Repeat the whole listing below precisely. Omit all pictures.
===
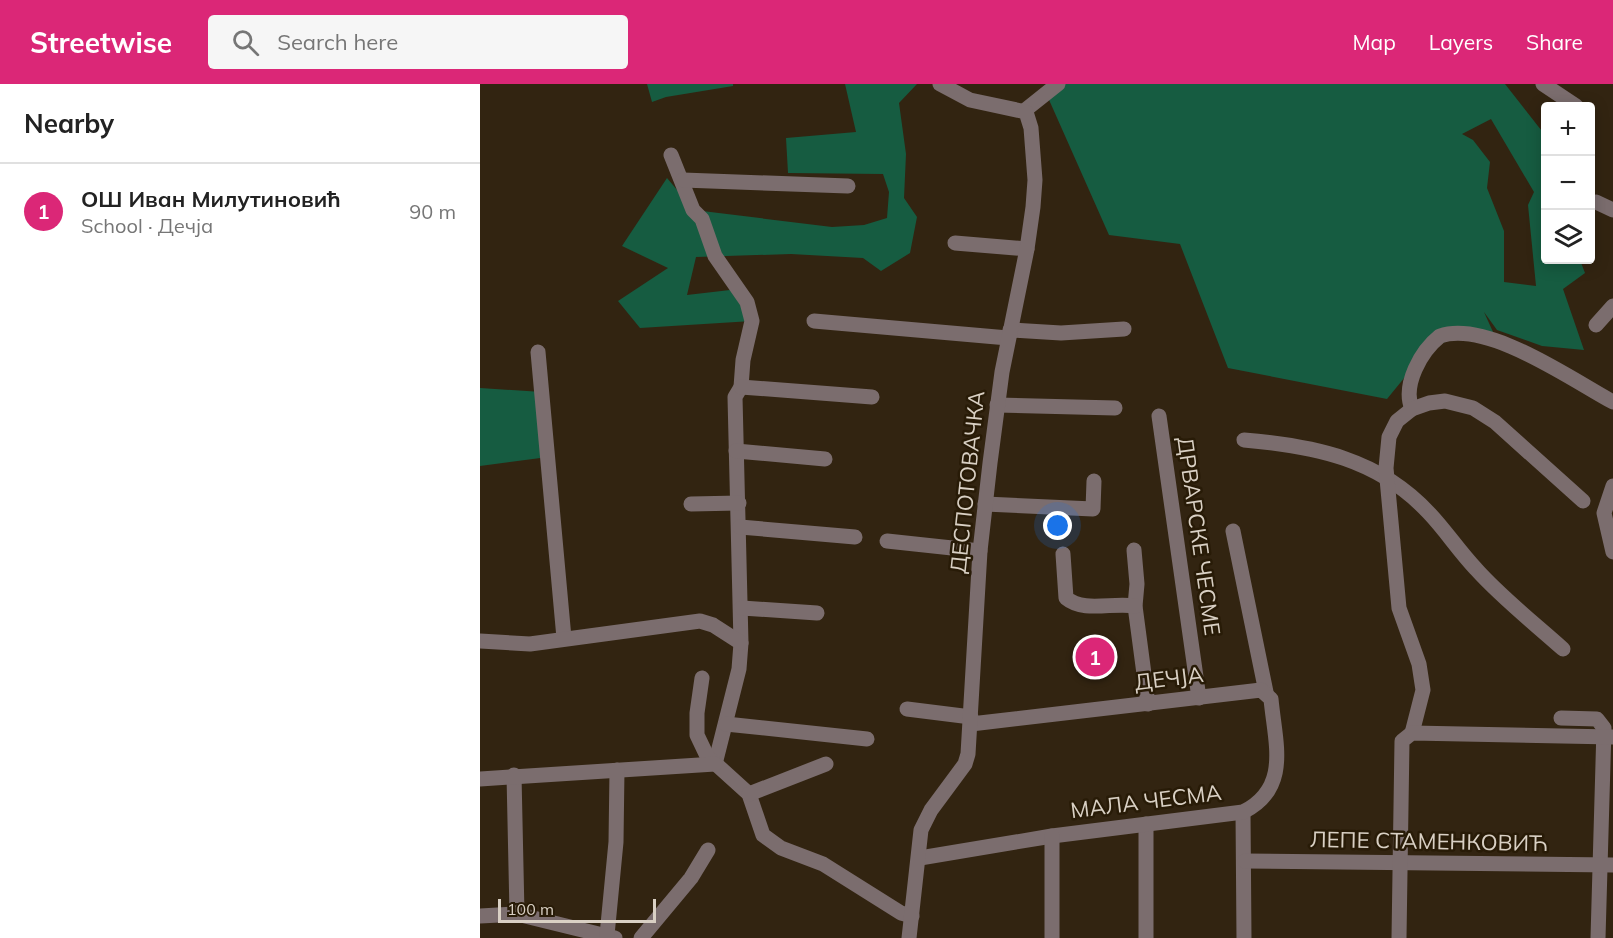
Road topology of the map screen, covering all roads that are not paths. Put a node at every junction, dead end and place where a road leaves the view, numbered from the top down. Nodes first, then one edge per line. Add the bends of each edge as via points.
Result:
1 (940, 84) edge
2 (1058, 84) edge
3 (1543, 84) edge
4 (1570, 102) edge
5 (1024, 111) junction
6 (671, 155) dead end
7 (682, 180) junction
8 (848, 186) dead end
9 (1596, 202) dead end
10 (1613, 210) edge
11 (955, 243) dead end
12 (1028, 249) junction
13 (1613, 306) edge
14 (814, 321) dead end
15 (1596, 325) dead end
16 (1124, 329) dead end
17 (1009, 334) junction
18 (538, 352) dead end
19 (741, 387) junction
20 (872, 398) dead end
21 (1613, 402) edge
22 (997, 405) junction
23 (1115, 408) dead end
24 (1412, 409) junction
25 (1160, 416) dead end
26 (1244, 440) dead end
27 (736, 451) junction
28 (825, 459) dead end
29 (1387, 476) junction
30 (1094, 480) dead end
31 (1613, 486) edge
32 (1583, 501) dead end
33 (739, 503) junction
34 (691, 504) dead end
35 (985, 504) junction
36 (740, 527) junction
37 (1233, 531) dead end
38 (855, 537) dead end
39 (887, 541) dead end
40 (1134, 550) dead end
41 (980, 552) junction
42 (1613, 552) edge
43 (1063, 554) dead end
44 (1135, 606) junction
45 (742, 608) junction
46 (817, 613) dead end
47 (564, 638) junction
48 (480, 641) edge
49 (741, 643) junction
50 (1563, 649) dead end
51 (702, 678) dead end
52 (1266, 692) junction
53 (1199, 698) junction
54 (1148, 704) junction
55 (907, 709) dead end
56 (1561, 718) dead end
57 (971, 721) junction
58 (726, 724) junction
59 (1412, 733) junction
60 (1608, 737) edge
61 (867, 739) dead end
62 (715, 764) junction
63 (826, 765) dead end
64 (617, 770) junction
65 (514, 775) junction
66 (480, 779) edge
67 (749, 794) junction
68 (1243, 812) junction
69 (1146, 824) junction
70 (1052, 836) junction
71 (708, 850) dead end
72 (920, 858) junction
73 (1245, 861) junction
74 (1400, 863) junction
75 (1606, 865) edge
76 (517, 914) junction
77 (480, 916) edge
78 (912, 916) junction
79 (611, 937) edge
80 (641, 938) edge
81 (909, 938) edge
82 (1052, 938) edge
83 (1146, 938) edge
84 (1244, 938) edge
85 (1399, 938) edge
86 (1598, 938) edge

1 - 5 street via 970,99
2 - 5 street
3 - 4 street
5 - 12 street, ДЕСПОТОВАЧКА via 1029,117 1035,180
6 - 7 street
7 - 8 street
7 - 19 street via 715,256 747,302 752,321
9 - 10 street
11 - 12 street
12 - 17 street, ДЕСПОТОВАЧКА
13 - 15 street
14 - 17 street
16 - 17 street
17 - 22 street, ДЕСПОТОВАЧКА
18 - 47 street
19 - 20 street
19 - 27 street via 735,398
21 - 24 street via 1521,352 1474,336 1447,333 1432,342 1420,361 1410,387
22 - 23 street
22 - 35 street, ДЕСПОТОВАЧКА
24 - 29 street via 1397,421 1389,437
24 - 32 street via 1445,401 1481,412
25 - 53 street, ДРВАРСКЕ ЧЕСМЕ
26 - 29 street via 1321,450
27 - 28 street
27 - 33 street
29 - 50 street via 1427,511 1486,580
29 - 59 street via 1398,608 1419,664 1423,690
30 - 35 street via 1094,509
31 - 42 street via 1604,513
33 - 34 street
33 - 36 street
35 - 41 street, ДЕСПОТОВАЧКА
36 - 38 street
36 - 45 street
37 - 52 street, МАЛА ЧЕСМА
39 - 41 street
40 - 44 street
41 - 57 street, ДЕСПОТОВАЧКА
43 - 44 street via 1066,598 1073,604
44 - 54 street
45 - 46 street
45 - 49 street
47 - 48 street via 530,644
47 - 49 street via 700,621
49 - 58 street via 740,669
51 - 62 street via 697,735
52 - 53 street, ДЕЧЈА via 1252,690
52 - 68 street, МАЛА ЧЕСМА via 1270,699 1276,777 1262,800
53 - 54 street, ДЕЧЈА
54 - 57 street, ДЕЧЈА
55 - 57 street, ДЕЧЈА
56 - 60 street via 1597,719
57 - 72 street, ДЕСПОТОВАЧКА via 966,762 924,821
58 - 61 street
58 - 62 street
59 - 60 street
59 - 74 street via 1402,741
60 - 75 street
62 - 64 street
62 - 67 street
63 - 67 street
64 - 65 street
64 - 79 street
65 - 66 street
65 - 76 street
67 - 78 street via 759,828 776,846 823,864
68 - 69 street, МАЛА ЧЕСМА
68 - 73 street
69 - 70 street, МАЛА ЧЕСМА
69 - 83 street
70 - 72 street, МАЛА ЧЕСМА
70 - 82 street
71 - 80 street via 691,878
72 - 78 street, ДЕСПОТОВАЧКА
73 - 74 street, ЛЕПЕ СТАМЕНКОВИЋ
73 - 84 street
74 - 75 street, ЛЕПЕ СТАМЕНКОВИЋ
74 - 85 street
75 - 86 street
76 - 77 street
76 - 79 street
78 - 81 street, ДЕСПОТОВАЧКА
===
**The completed task:**
Road topology of the map screen, covering all roads that are not paths. Put a node at every junction, dead end and place where a road leaves the view, numbered from the top down. Nodes first, then one edge per line. Add the bends of each edge as via points.
Result:
1 (940, 84) edge
2 (1058, 84) edge
3 (1543, 84) edge
4 (1570, 102) edge
5 (1024, 111) junction
6 (671, 155) dead end
7 (682, 180) junction
8 (848, 186) dead end
9 (1596, 202) dead end
10 (1613, 210) edge
11 (955, 243) dead end
12 (1028, 249) junction
13 (1613, 306) edge
14 (814, 321) dead end
15 (1596, 325) dead end
16 (1124, 329) dead end
17 (1009, 334) junction
18 (538, 352) dead end
19 (741, 387) junction
20 (872, 398) dead end
21 (1613, 402) edge
22 (997, 405) junction
23 (1115, 408) dead end
24 (1412, 409) junction
25 (1160, 416) dead end
26 (1244, 440) dead end
27 (736, 451) junction
28 (825, 459) dead end
29 (1387, 476) junction
30 (1094, 480) dead end
31 (1613, 486) edge
32 (1583, 501) dead end
33 (739, 503) junction
34 (691, 504) dead end
35 (985, 504) junction
36 (740, 527) junction
37 (1233, 531) dead end
38 (855, 537) dead end
39 (887, 541) dead end
40 (1134, 550) dead end
41 (980, 552) junction
42 (1613, 552) edge
43 (1063, 554) dead end
44 (1135, 606) junction
45 (742, 608) junction
46 (817, 613) dead end
47 (564, 638) junction
48 (480, 641) edge
49 (741, 643) junction
50 (1563, 649) dead end
51 (702, 678) dead end
52 (1266, 692) junction
53 (1199, 698) junction
54 (1148, 704) junction
55 (907, 709) dead end
56 (1561, 718) dead end
57 (971, 721) junction
58 (726, 724) junction
59 (1412, 733) junction
60 (1608, 737) edge
61 (867, 739) dead end
62 (715, 764) junction
63 (826, 765) dead end
64 (617, 770) junction
65 (514, 775) junction
66 (480, 779) edge
67 (749, 794) junction
68 (1243, 812) junction
69 (1146, 824) junction
70 (1052, 836) junction
71 (708, 850) dead end
72 (920, 858) junction
73 (1245, 861) junction
74 (1400, 863) junction
75 (1606, 865) edge
76 (517, 914) junction
77 (480, 916) edge
78 (912, 916) junction
79 (611, 937) edge
80 (641, 938) edge
81 (909, 938) edge
82 (1052, 938) edge
83 (1146, 938) edge
84 (1244, 938) edge
85 (1399, 938) edge
86 (1598, 938) edge

1 - 5 street via 970,99
2 - 5 street
3 - 4 street
5 - 12 street, ДЕСПОТОВАЧКА via 1029,117 1035,180
6 - 7 street
7 - 8 street
7 - 19 street via 715,256 747,302 752,321
9 - 10 street
11 - 12 street
12 - 17 street, ДЕСПОТОВАЧКА
13 - 15 street
14 - 17 street
16 - 17 street
17 - 22 street, ДЕСПОТОВАЧКА
18 - 47 street
19 - 20 street
19 - 27 street via 735,398
21 - 24 street via 1521,352 1474,336 1447,333 1432,342 1420,361 1410,387
22 - 23 street
22 - 35 street, ДЕСПОТОВАЧКА
24 - 29 street via 1397,421 1389,437
24 - 32 street via 1445,401 1481,412
25 - 53 street, ДРВАРСКЕ ЧЕСМЕ
26 - 29 street via 1321,450
27 - 28 street
27 - 33 street
29 - 50 street via 1427,511 1486,580
29 - 59 street via 1398,608 1419,664 1423,690
30 - 35 street via 1094,509
31 - 42 street via 1604,513
33 - 34 street
33 - 36 street
35 - 41 street, ДЕСПОТОВАЧКА
36 - 38 street
36 - 45 street
37 - 52 street, МАЛА ЧЕСМА
39 - 41 street
40 - 44 street
41 - 57 street, ДЕСПОТОВАЧКА
43 - 44 street via 1066,598 1073,604
44 - 54 street
45 - 46 street
45 - 49 street
47 - 48 street via 530,644
47 - 49 street via 700,621
49 - 58 street via 740,669
51 - 62 street via 697,735
52 - 53 street, ДЕЧЈА via 1252,690
52 - 68 street, МАЛА ЧЕСМА via 1270,699 1276,777 1262,800
53 - 54 street, ДЕЧЈА
54 - 57 street, ДЕЧЈА
55 - 57 street, ДЕЧЈА
56 - 60 street via 1597,719
57 - 72 street, ДЕСПОТОВАЧКА via 966,762 924,821
58 - 61 street
58 - 62 street
59 - 60 street
59 - 74 street via 1402,741
60 - 75 street
62 - 64 street
62 - 67 street
63 - 67 street
64 - 65 street
64 - 79 street
65 - 66 street
65 - 76 street
67 - 78 street via 759,828 776,846 823,864
68 - 69 street, МАЛА ЧЕСМА
68 - 73 street
69 - 70 street, МАЛА ЧЕСМА
69 - 83 street
70 - 72 street, МАЛА ЧЕСМА
70 - 82 street
71 - 80 street via 691,878
72 - 78 street, ДЕСПОТОВАЧКА
73 - 74 street, ЛЕПЕ СТАМЕНКОВИЋ
73 - 84 street
74 - 75 street, ЛЕПЕ СТАМЕНКОВИЋ
74 - 85 street
75 - 86 street
76 - 77 street
76 - 79 street
78 - 81 street, ДЕСПОТОВАЧКА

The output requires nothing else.